Other clients expose comparable events; Sleuth Skills maps hook definitions to each client's native format at install time.

Directory layout

A hook is a directory with a HOOK.md (or HOOK.json) descriptor and optional helper scripts:

greeter/
├── HOOK.md
└── greet.sh
---
name: greeter
description: Logs a greeting message to log.txt on every prompt submission.
events:
  - UserPromptSubmit
command: bash .claude/hooks/greeter/greet.sh
---

The command is run by the client's shell; it has access to the session's environment variables and whatever files the hook bundles.

When to use a hook (and when not to)

Good hook use cases:

  • Logging tool calls to a central observability pipeline.

  • Running a lightweight lint or format check after the assistant writes a file.

  • Enforcing a check before a destructive tool call (exit 1 blocks the call).

Avoid hooks for:

  • Long-running work. Hooks block the event they're attached to. A five-second hook on UserPromptSubmit means a five-second delay on every prompt.
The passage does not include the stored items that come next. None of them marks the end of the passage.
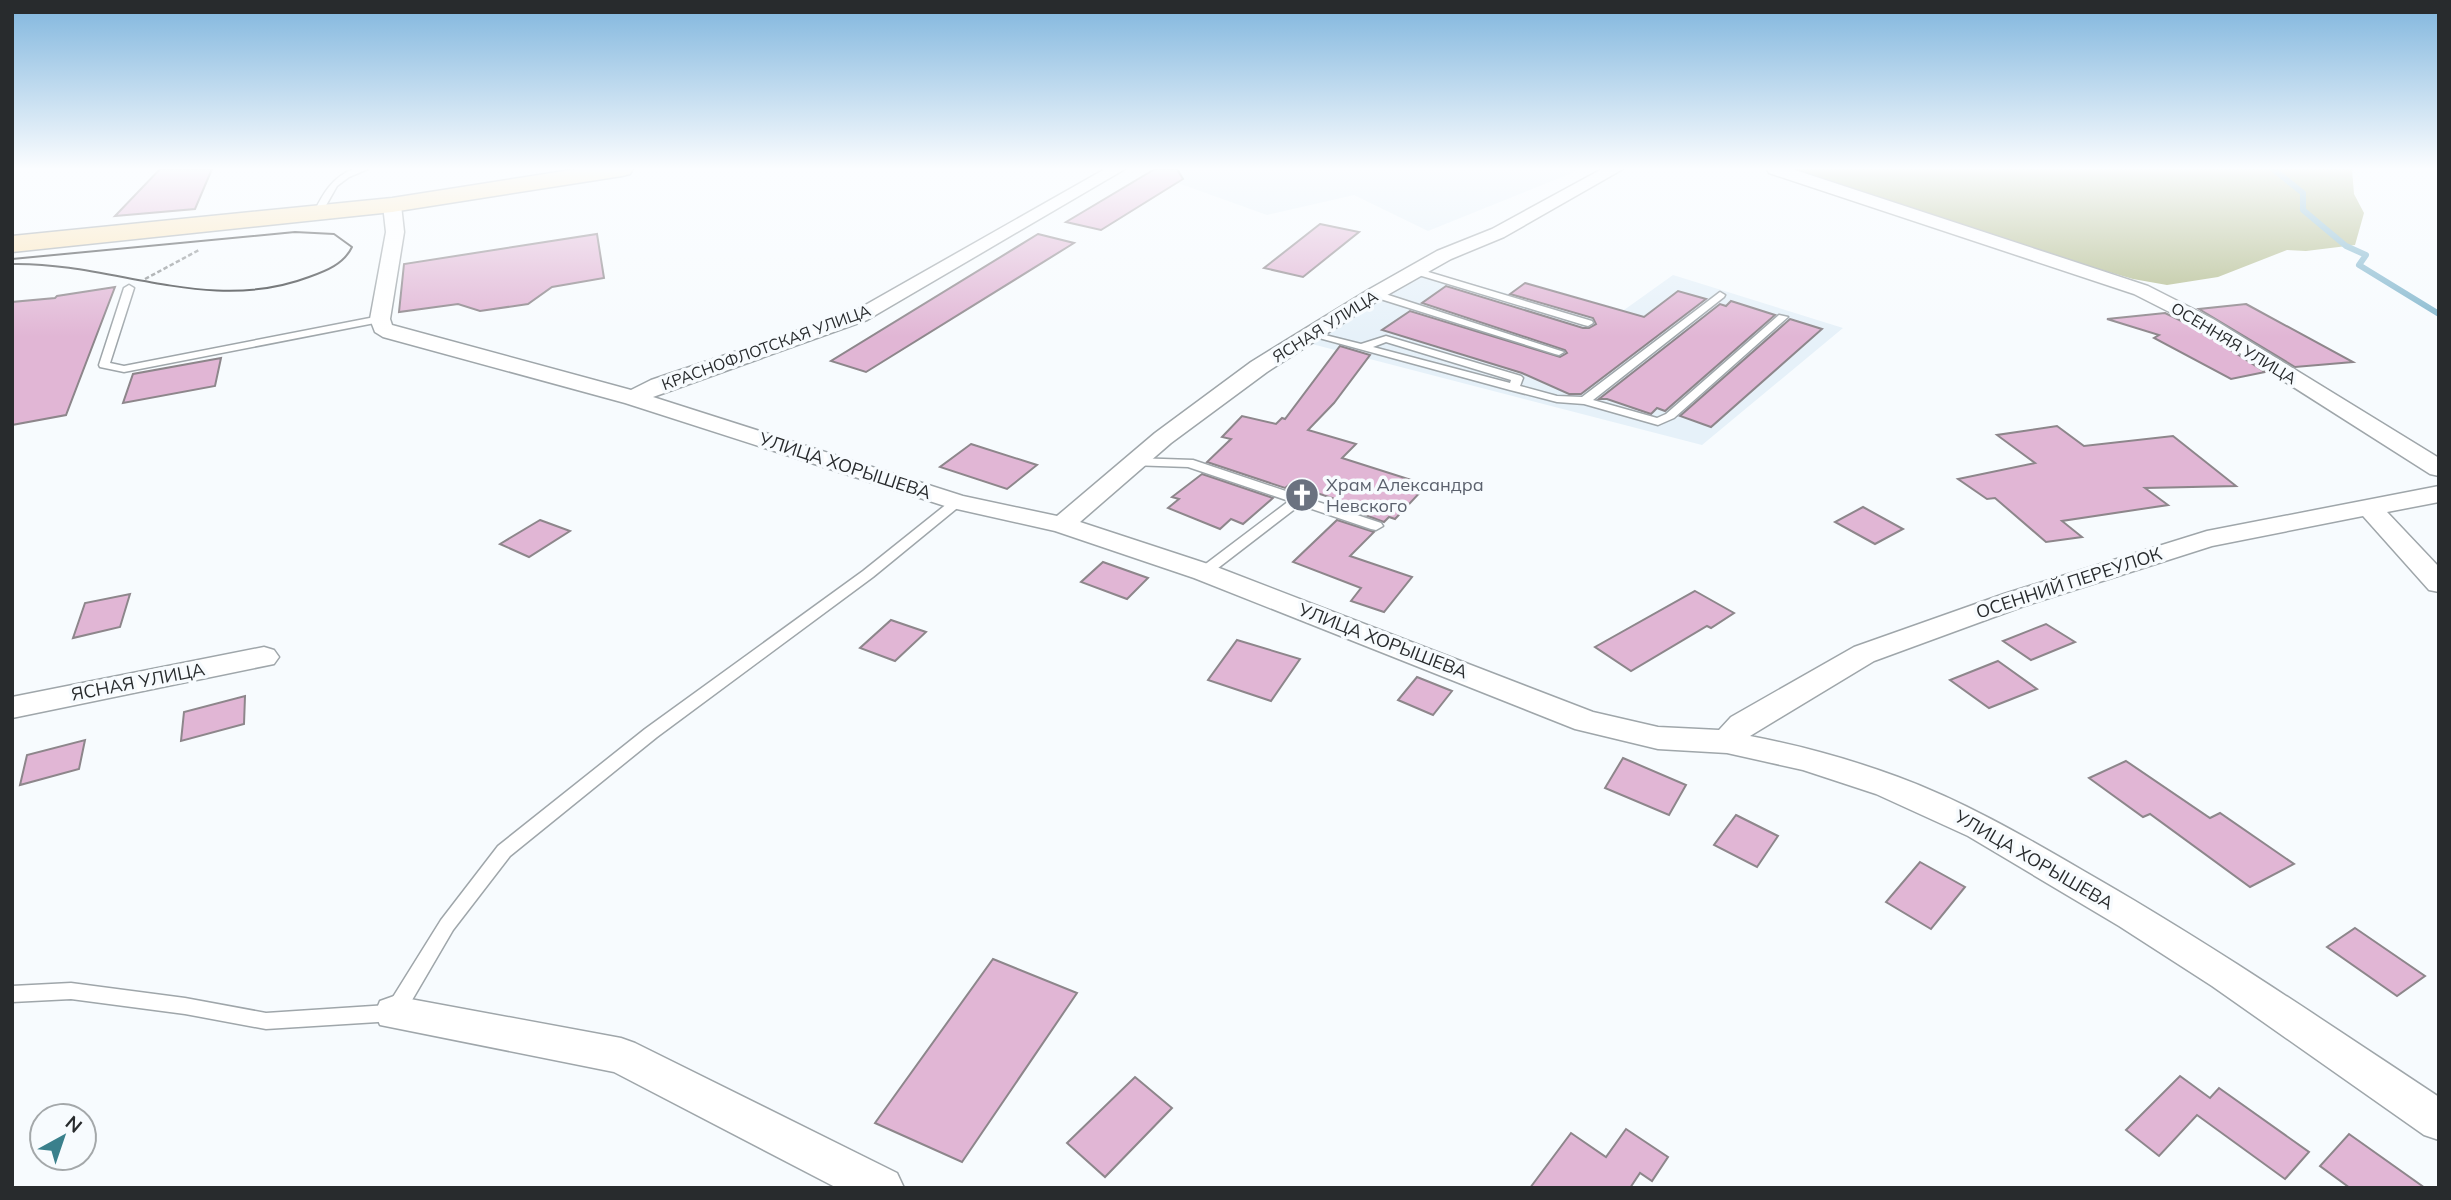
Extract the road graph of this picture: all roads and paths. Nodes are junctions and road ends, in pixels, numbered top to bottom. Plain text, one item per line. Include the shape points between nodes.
1 (205, 225) edge
2 (394, 225) edge
3 (1018, 225) edge
4 (1513, 225) edge
5 (1944, 225) edge
6 (12, 244) edge
7 (1415, 271) junction
8 (128, 288) dead end
9 (1375, 294) junction
10 (1720, 295) dead end
11 (1783, 317) dead end
12 (380, 319) junction
13 (1588, 323) dead end
14 (1312, 335) junction
15 (1559, 352) dead end
16 (633, 398) junction
17 (1585, 401) junction
18 (1134, 462) junction
19 (2439, 469) edge
20 (2439, 494) edge
21 (1298, 500) junction
22 (957, 502) junction
23 (2367, 506) junction
24 (1062, 525) junction
25 (1376, 526) dead end
26 (1204, 572) junction
27 (2439, 584) edge
28 (264, 657) dead end
29 (12, 708) edge
30 (1727, 742) junction
31 (12, 994) edge
32 (394, 1013) junction
33 (2439, 1121) edge
34 (882, 1188) edge

1 - 6 main road
2 - 12 street
3 - 16 street, КРАСНОФЛОТСКАЯ УЛИЦА via 860,316
4 - 7 street, ЯСНАЯ УЛИЦА
5 - 19 street, ОСЕННЯЯ УЛИЦА via 2141,290 2206,323
7 - 9 street, ЯСНАЯ УЛИЦА
7 - 13 lane
8 - 12 lane via 104,365 124,369
9 - 14 street, ЯСНАЯ УЛИЦА
9 - 15 lane
10 - 17 lane
11 - 17 lane via 1662,421
12 - 16 street, УЛИЦА ХОРЫШЕВА via 382,328 390,333
14 - 17 lane via 1557,399
14 - 18 street, ЯСНАЯ УЛИЦА via 1259,367
16 - 22 street, УЛИЦА ХОРЫШЕВА
18 - 21 lane via 1189,463
18 - 24 street, ЯСНАЯ УЛИЦА
20 - 23 street, ОСЕННИЙ ПЕРЕУЛОК
21 - 25 lane
21 - 26 lane
22 - 24 street, УЛИЦА ХОРЫШЕВА
22 - 32 lane via 868,574 651,733 504,851 447,925
23 - 27 street
23 - 30 street, ОСЕННИЙ ПЕРЕУЛОК via 2207,539 2014,600 1864,654 1742,725
24 - 26 street, УЛИЦА ХОРЫШЕВА
26 - 30 street, УЛИЦА ХОРЫШЕВА via 1586,721 1658,738
28 - 29 street, ЯСНАЯ УЛИЦА
30 - 33 street, УЛИЦА ХОРЫШЕВА via 1837,768 1980,827 2225,975
31 - 32 lane via 71,991 266,1021
32 - 34 street via 621,1056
  • Anything the user can do from a command. If a user might want to skip the behavior, a slash command is a better fit.

Creating a hook

The usual three entry points: home-page assistant, Create → Hook, or sx add ~/.claude/hooks/greeter.

Security

Hooks run arbitrary shell commands on the user's machine. Treat hook installs as code review:

  • Prefer hooks with scripts bundled in the asset over hooks that curl | bash at runtime.

  • Limit org-wide hook installs to well-reviewed assets.

  • Use the Audit Log to watch for hook installs you didn't authorize.

Hooks are one of the sharpest tools in the Sleuth Skills set; lock them down like you would any other shared piece of automation.